#### Records provided:
- - - - -

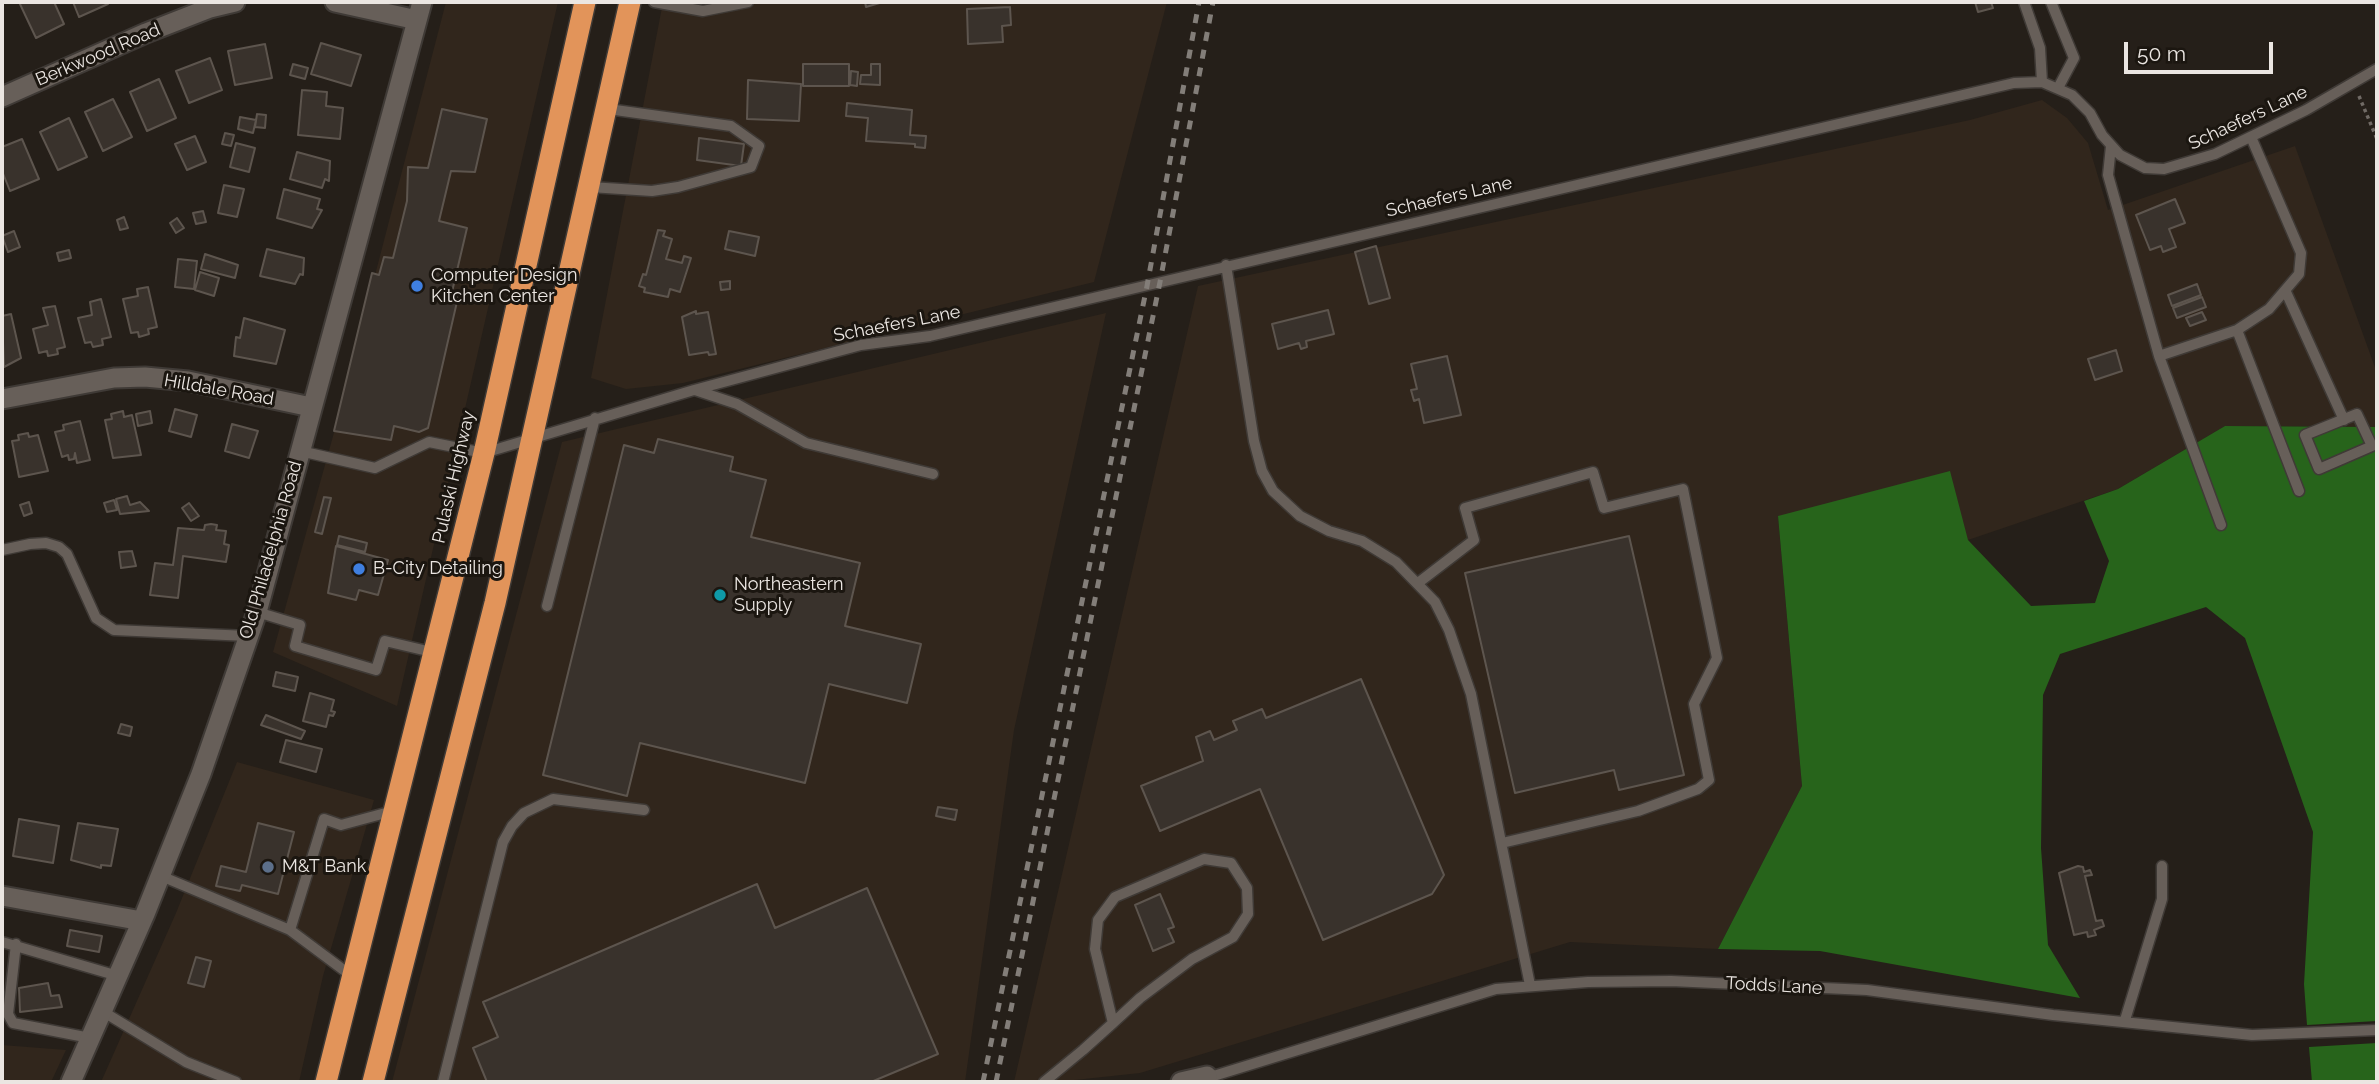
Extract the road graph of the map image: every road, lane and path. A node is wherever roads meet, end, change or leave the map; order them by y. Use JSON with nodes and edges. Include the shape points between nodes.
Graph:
{"nodes":[{"id":1,"x":235,"y":2,"type":"edge"},
{"id":2,"x":335,"y":2,"type":"edge"},
{"id":3,"x":585,"y":2,"type":"edge"},
{"id":4,"x":630,"y":2,"type":"edge"},
{"id":5,"x":654,"y":2,"type":"edge"},
{"id":6,"x":748,"y":2,"type":"edge"},
{"id":7,"x":2024,"y":2,"type":"edge"},
{"id":8,"x":2051,"y":2,"type":"edge"},
{"id":9,"x":210,"y":5,"type":"edge"},
{"id":10,"x":419,"y":11,"type":"edge"},
{"id":11,"x":2377,"y":69,"type":"edge"},
{"id":12,"x":2042,"y":82,"type":"junction"},
{"id":13,"x":2353,"y":83,"type":"junction"},
{"id":14,"x":2058,"y":88,"type":"junction"},
{"id":15,"x":4,"y":92,"type":"edge"},
{"id":16,"x":608,"y":109,"type":"junction"},
{"id":17,"x":2251,"y":137,"type":"junction"},
{"id":18,"x":2377,"y":139,"type":"edge"},
{"id":19,"x":2111,"y":146,"type":"junction"},
{"id":20,"x":590,"y":187,"type":"junction"},
{"id":21,"x":1226,"y":265,"type":"junction"},
{"id":22,"x":2286,"y":292,"type":"junction"},
{"id":23,"x":2237,"y":330,"type":"junction"},
{"id":24,"x":2159,"y":356,"type":"junction"},
{"id":25,"x":694,"y":390,"type":"junction"},
{"id":26,"x":2,"y":399,"type":"edge"},
{"id":27,"x":312,"y":407,"type":"junction"},
{"id":28,"x":595,"y":418,"type":"junction"},
{"id":29,"x":2344,"y":420,"type":"junction"},
{"id":30,"x":534,"y":437,"type":"junction"},
{"id":31,"x":300,"y":451,"type":"junction"},
{"id":32,"x":484,"y":453,"type":"junction"},
{"id":33,"x":933,"y":474,"type":"dead end"},
{"id":34,"x":2299,"y":491,"type":"dead end"},
{"id":35,"x":2221,"y":524,"type":"dead end"},
{"id":36,"x":2,"y":551,"type":"edge"},
{"id":37,"x":1418,"y":583,"type":"junction"},
{"id":38,"x":547,"y":606,"type":"dead end"},
{"id":39,"x":257,"y":612,"type":"junction"},
{"id":40,"x":248,"y":636,"type":"junction"},
{"id":41,"x":436,"y":653,"type":"junction"},
{"id":42,"x":396,"y":810,"type":"junction"},
{"id":43,"x":643,"y":810,"type":"dead end"},
{"id":44,"x":1502,"y":844,"type":"junction"},
{"id":45,"x":2162,"y":866,"type":"dead end"},
{"id":46,"x":161,"y":876,"type":"junction"},
{"id":47,"x":2,"y":896,"type":"edge"},
{"id":48,"x":142,"y":921,"type":"junction"},
{"id":49,"x":290,"y":930,"type":"junction"},
{"id":50,"x":2,"y":942,"type":"edge"},
{"id":51,"x":16,"y":944,"type":"junction"},
{"id":52,"x":118,"y":976,"type":"junction"},
{"id":53,"x":353,"y":977,"type":"junction"},
{"id":54,"x":1530,"y":985,"type":"junction"},
{"id":55,"x":102,"y":1011,"type":"junction"},
{"id":56,"x":2125,"y":1020,"type":"junction"},
{"id":57,"x":1113,"y":1023,"type":"junction"},
{"id":58,"x":2377,"y":1030,"type":"edge"},
{"id":59,"x":90,"y":1038,"type":"junction"},
{"id":60,"x":1207,"y":1079,"type":"edge"},
{"id":61,"x":71,"y":1082,"type":"edge"},
{"id":62,"x":236,"y":1082,"type":"edge"},
{"id":63,"x":326,"y":1082,"type":"edge"},
{"id":64,"x":373,"y":1082,"type":"edge"},
{"id":65,"x":443,"y":1082,"type":"edge"},
{"id":66,"x":1044,"y":1082,"type":"edge"},
{"id":67,"x":1181,"y":1082,"type":"edge"}],
"edges":[{"from":1,"to":9,"type":"street","name":"Berkwood Road"},
{"from":2,"to":10,"type":"street"},
{"from":3,"to":32,"type":"highway","name":"Pulaski Highway"},
{"from":4,"to":16,"type":"highway"},
{"from":5,"to":6,"type":"lane","via":[[703,11]]},
{"from":7,"to":12,"type":"lane","via":[[2040,48]]},
{"from":8,"to":14,"type":"lane","via":[[2074,58]]},
{"from":9,"to":15,"type":"street","name":"Berkwood Road"},
{"from":10,"to":27,"type":"street","name":"Old Philadelphia Road"},
{"from":11,"to":13,"type":"lane","name":"Schaefers Lane"},
{"from":12,"to":14,"type":"lane","name":"Schaefers Lane"},
{"from":12,"to":21,"type":"lane","name":"Schaefers Lane","via":[[2014,83],[1868,115]]},
{"from":13,"to":17,"type":"lane","name":"Schaefers Lane"},
{"from":13,"to":18,"type":"path"},
{"from":14,"to":19,"type":"lane","name":"Schaefers Lane","via":[[2081,101]]},
{"from":16,"to":20,"type":"highway"},
{"from":16,"to":20,"type":"lane","via":[[732,126],[759,146],[751,167],[678,187],[652,191]]},
{"from":17,"to":19,"type":"lane","name":"Schaefers Lane","via":[[2164,169],[2133,163]]},
{"from":17,"to":22,"type":"lane","via":[[2301,253],[2299,274]]},
{"from":19,"to":24,"type":"lane","via":[[2108,174]]},
{"from":20,"to":30,"type":"highway"},
{"from":21,"to":25,"type":"lane","name":"Schaefers Lane","via":[[930,336],[861,345]]},
{"from":21,"to":37,"type":"lane","via":[[1254,441],[1273,491],[1300,516],[1362,541],[1396,562]]},
{"from":22,"to":23,"type":"lane"},
{"from":22,"to":29,"type":"lane"},
{"from":23,"to":24,"type":"lane"},
{"from":23,"to":34,"type":"lane"},
{"from":24,"to":35,"type":"lane"},
{"from":25,"to":28,"type":"lane","name":"Schaefers Lane"},
{"from":25,"to":33,"type":"lane","via":[[737,404],[806,443]]},
{"from":26,"to":27,"type":"street","name":"Hilldale Road","via":[[114,378],[145,377],[188,381]]},
{"from":27,"to":31,"type":"street","name":"Old Philadelphia Road"},
{"from":28,"to":30,"type":"lane","name":"Schaefers Lane"},
{"from":28,"to":38,"type":"lane"},
{"from":29,"to":29,"type":"lane","via":[[2305,435],[2319,469],[2372,446],[2357,414]]},
{"from":30,"to":32,"type":"lane","name":"Schaefers Lane"},
{"from":30,"to":64,"type":"highway"},
{"from":31,"to":32,"type":"lane","via":[[376,468],[429,442]]},
{"from":31,"to":39,"type":"street","name":"Old Philadelphia Road"},
{"from":32,"to":41,"type":"highway","name":"Pulaski Highway"},
{"from":36,"to":40,"type":"lane","via":[[30,544],[59,547],[67,554],[96,618],[114,630]]},
{"from":37,"to":44,"type":"lane","via":[[1449,630],[1471,694]]},
{"from":37,"to":44,"type":"lane","via":[[1474,540],[1465,508],[1593,472],[1604,508],[1683,489],[1717,658],[1694,704],[1709,780],[1698,789],[1638,811]]},
{"from":39,"to":40,"type":"street","name":"Old Philadelphia Road"},
{"from":39,"to":41,"type":"lane","via":[[300,625],[295,646],[376,670],[385,641]]},
{"from":40,"to":46,"type":"street","name":"Old Philadelphia Road"},
{"from":41,"to":42,"type":"highway","name":"Pulaski Highway"},
{"from":42,"to":49,"type":"lane","via":[[341,825],[324,819]]},
{"from":42,"to":53,"type":"highway","name":"Pulaski Highway"},
{"from":43,"to":65,"type":"lane","via":[[553,799],[524,813],[512,826],[503,842]]},
{"from":44,"to":54,"type":"lane"},
{"from":45,"to":56,"type":"lane","via":[[2162,899]]},
{"from":46,"to":48,"type":"street","name":"Old Philadelphia Road"},
{"from":46,"to":49,"type":"lane"},
{"from":47,"to":48,"type":"street"},
{"from":48,"to":52,"type":"street","name":"Old Philadelphia Road"},
{"from":49,"to":53,"type":"lane"},
{"from":50,"to":51,"type":"lane"},
{"from":51,"to":52,"type":"lane"},
{"from":51,"to":59,"type":"lane","via":[[8,1014],[13,1023]]},
{"from":52,"to":55,"type":"street","name":"Old Philadelphia Road"},
{"from":53,"to":63,"type":"highway","name":"Pulaski Highway"},
{"from":54,"to":56,"type":"lane","name":"Todds Lane","via":[[1671,981],[1867,990]]},
{"from":54,"to":60,"type":"lane","name":"Todds Lane","via":[[1453,1001]]},
{"from":55,"to":59,"type":"street","name":"Old Philadelphia Road"},
{"from":55,"to":62,"type":"lane","via":[[186,1062]]},
{"from":56,"to":58,"type":"lane","name":"Todds Lane","via":[[2252,1035]]},
{"from":57,"to":57,"type":"lane","via":[[1192,959],[1233,937],[1248,914],[1247,888],[1231,863],[1204,859],[1115,897],[1098,919],[1095,949]]},
{"from":57,"to":66,"type":"lane"},
{"from":59,"to":61,"type":"street","name":"Old Philadelphia Road"},
{"from":60,"to":67,"type":"street","name":"Todds Lane"}]}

- - - - -

Among the lines above, please find those with "Todds" and copy them.

{"from":54,"to":56,"type":"lane","name":"Todds Lane","via":[[1671,981],[1867,990]]},
{"from":54,"to":60,"type":"lane","name":"Todds Lane","via":[[1453,1001]]},
{"from":56,"to":58,"type":"lane","name":"Todds Lane","via":[[2252,1035]]},
{"from":60,"to":67,"type":"street","name":"Todds Lane"}]}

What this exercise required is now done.